ASSIGNMENT –
Find every line in the records that holds the string "await". Copy each one.

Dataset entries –
================

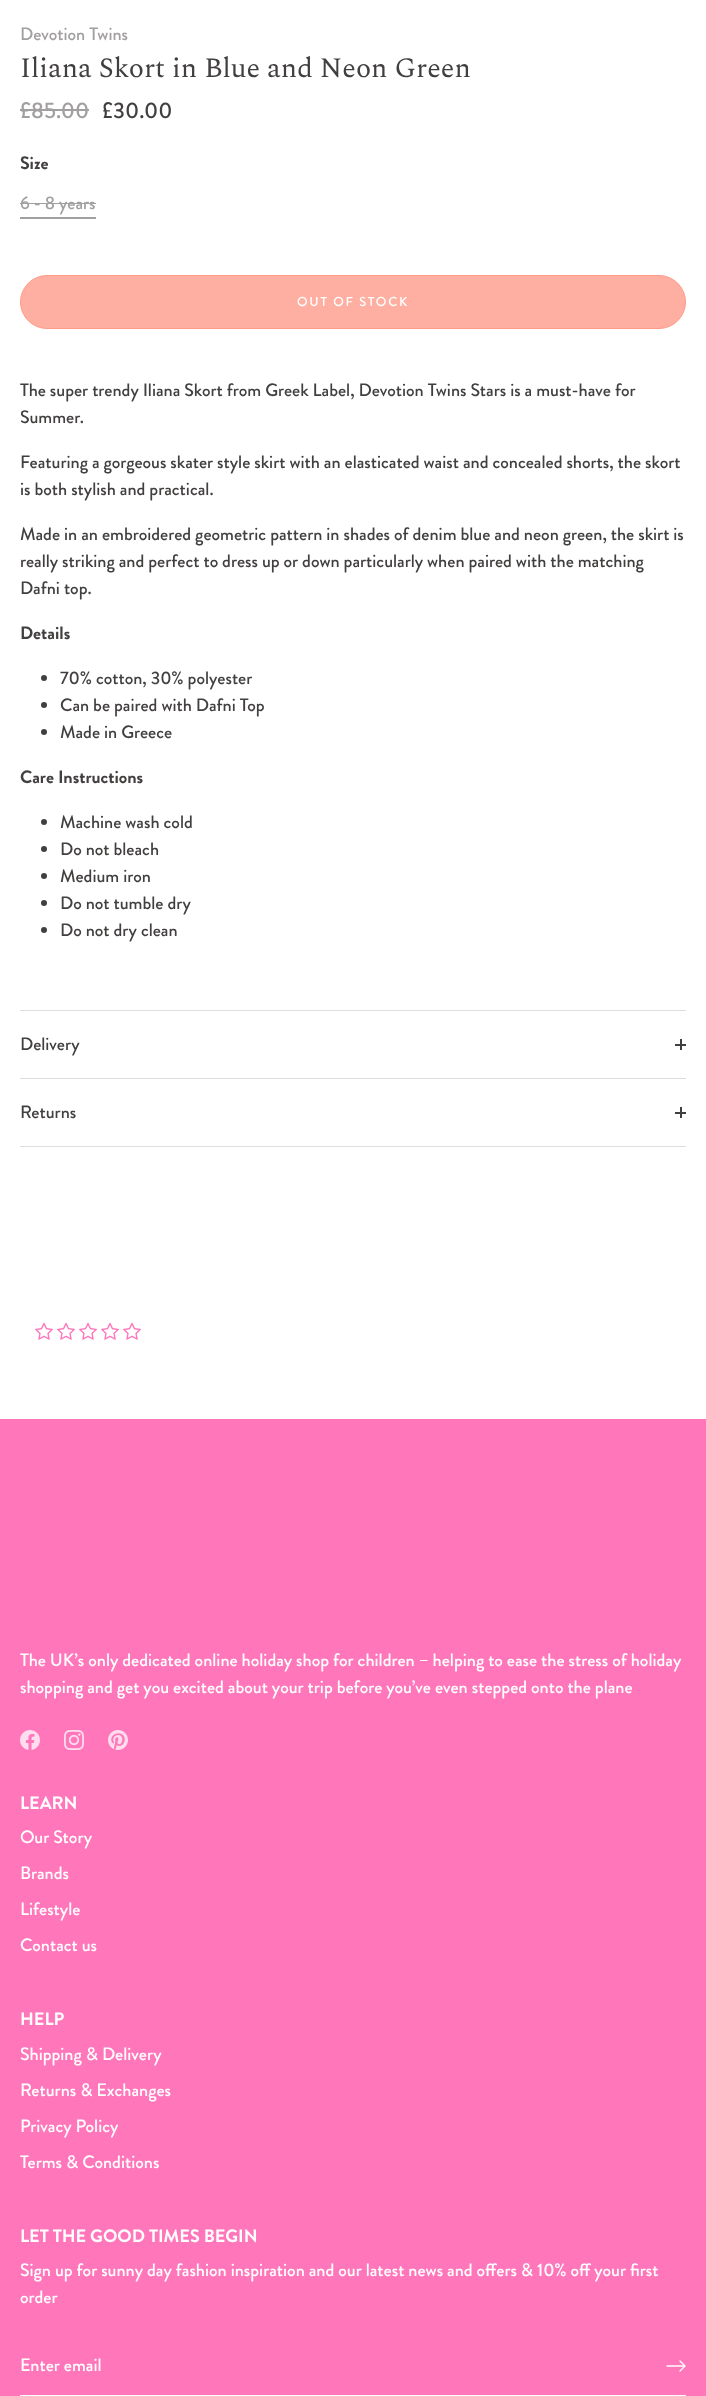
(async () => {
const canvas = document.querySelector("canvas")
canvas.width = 706
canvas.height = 2396
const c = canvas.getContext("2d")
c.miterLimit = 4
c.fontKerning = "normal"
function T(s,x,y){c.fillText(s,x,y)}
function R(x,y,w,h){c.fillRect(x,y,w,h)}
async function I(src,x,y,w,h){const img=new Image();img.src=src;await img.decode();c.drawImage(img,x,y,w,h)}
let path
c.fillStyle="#fff"
R(0,0,706,2396)
c.font="500 18px Brandon Grotesque"
c.fillStyle="#a19f9f"
T("Devotion Twins",20,40)
c.font="28.1px Spectral"
c.fillStyle="#423f3f"
T("Iliana Skort in Blue and Neon Green",20,77)
c.font="500 22.5px Brandon Grotesque"
c.fillStyle="#a19f9f"
T("£85.00",20,118)
R(20,109,69,2)
c.fillStyle="#423f3f"
T("£30.00",102,118)
c.font="bold 18px Brandon Grotesque"
T("Size",20,169)
c.font="500 18px Brandon Grotesque"
c.fillStyle="#a19f9f"
T("6 - 8 years",20,209)
R(20,203,76,1)
R(20,217,76,2)
c.fillStyle="#ffafa1"
c.beginPath()
c.roundRect(20.5,275.5,665,53,26.5)
c.fill()
c.strokeStyle="#ff9a89"
c.stroke()
c.letterSpacing="1.75px"
c.font="500 13px Brandon Grotesque"
c.fillStyle="#fff"
T("OUT OF STOCK",297,306)
c.letterSpacing="0px"
c.font="500 18px Brandon Grotesque"
c.fillStyle="#423f3f"
T("The super trendy Iliana Skort from Greek Label, Devotion Twins Stars is a must-have for",20,396)
T("Summer.",20,423)
T("Featuring a gorgeous skater style skirt with an elasticated waist and concealed shorts, the skort",20,468)
T("is both stylish and practical.",20,495)
T("Made in an embroidered geometric pattern in shades of denim blue and neon green, the skirt is",20,540)
T("really striking and perfect to dress up or down particularly when paired with the matching",20,567)
T("Dafni top.",20,594)
c.font="bold 18px Brandon Grotesque"
T("Details",20,639)
c.beginPath()
c.arc(44,678,3,0,7)
c.fill()
c.font="500 18px Brandon Grotesque"
T("70% cotton, 30% polyester",60,684)
c.beginPath()
c.arc(44,705,3,0,7)
c.fill()
T("Can be paired with Dafni Top",60,711)
c.beginPath()
c.arc(44,732,3,0,7)
c.fill()
T("Made in Greece",60,738)
c.font="bold 18px Brandon Grotesque"
T("Care Instructions",20,783)
c.beginPath()
c.arc(44,822,3,0,7)
c.fill()
c.font="500 18px Brandon Grotesque"
T("Machine wash cold",60,828)
c.beginPath()
c.arc(44,849,3,0,7)
c.fill()
T("Do not bleach",60,855)
c.beginPath()
c.arc(44,876,3,0,7)
c.fill()
T("Medium iron",60,882)
c.beginPath()
c.arc(44,903,3,0,7)
c.fill()
T("Do not tumble dry",60,909)
c.beginPath()
c.arc(44,930,3,0,7)
c.fill()
T("Do not dry clean",60,936)
c.fillStyle="#ddd"
R(20,1010,666,1)
R(20,1078,666,1)
c.fillStyle="#423f3f"
T("Delivery",20,1050)
R(680,1039,2,11)
R(675,1044,11,2)
c.fillStyle="#ddd"
R(20,1146,666,1)
c.fillStyle="#423f3f"
T("Returns",20,1118)
R(680,1107,2,11)
R(675,1112,11,2)
await I("1.png",35,1322,18,18)
await I("1.png",57,1322,18,18)
await I("1.png",79,1322,18,18)
await I("1.png",101,1322,18,18)
await I("1.png",123,1322,18,18)
c.fillStyle="#ff76bb"
R(0,1419,706,977)
c.fillStyle="#fff"
T("The UK’s only dedicated online holiday shop for children – helping to ease the stress of holiday",20,1666)
T("shopping and get you excited about your trip before you’ve even stepped onto the plane",20,1693)
await I("2.png",20,1730,20,20)
await I("3.png",64,1730,20,20)
await I("4.png",108,1730,20,20)
c.font="bold 18px Brandon Grotesque"
T("LEARN",20,1809)
c.font="500 18px Brandon Grotesque"
T("Our Story",20,1843)
T("Brands",20,1879)
T("Lifestyle",20,1915)
T("Contact us",20,1951)
c.font="bold 18px Brandon Grotesque"
T("HELP",20,2025)
c.font="500 18px Brandon Grotesque"
T("Shipping & Delivery",20,2060)
T("Returns & Exchanges",20,2096)
T("Privacy Policy",20,2132)
T("Terms & Conditions",20,2168)
c.font="bold 18px Brandon Grotesque"
T("LET THE GOOD TIMES BEGIN",20,2242)
c.font="500 18px Brandon Grotesque"
T("Sign up for sunny day fashion inspiration and our latest news and offers & 10% off your first",20,2276)
T("order",20,2303)
R(20,2395,666,1)
T("Enter email",20,2371)
path = new Path2D("M680 2371l5-5l-5-5")
c.strokeStyle="#fff"
c.lineWidth=1.3
c.lineCap="round"
c.stroke(path)
path = new Path2D("M684 2366h-17")
c.lineJoin="round"
c.stroke(path)
})()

================

REPLY –
async function I(src,x,y,w,h){const img=new Image();img.src=src;await img.decode();c.drawImage(img,x,y,w,h)}
await I("1.png",35,1322,18,18)
await I("1.png",57,1322,18,18)
await I("1.png",79,1322,18,18)
await I("1.png",101,1322,18,18)
await I("1.png",123,1322,18,18)
await I("2.png",20,1730,20,20)
await I("3.png",64,1730,20,20)
await I("4.png",108,1730,20,20)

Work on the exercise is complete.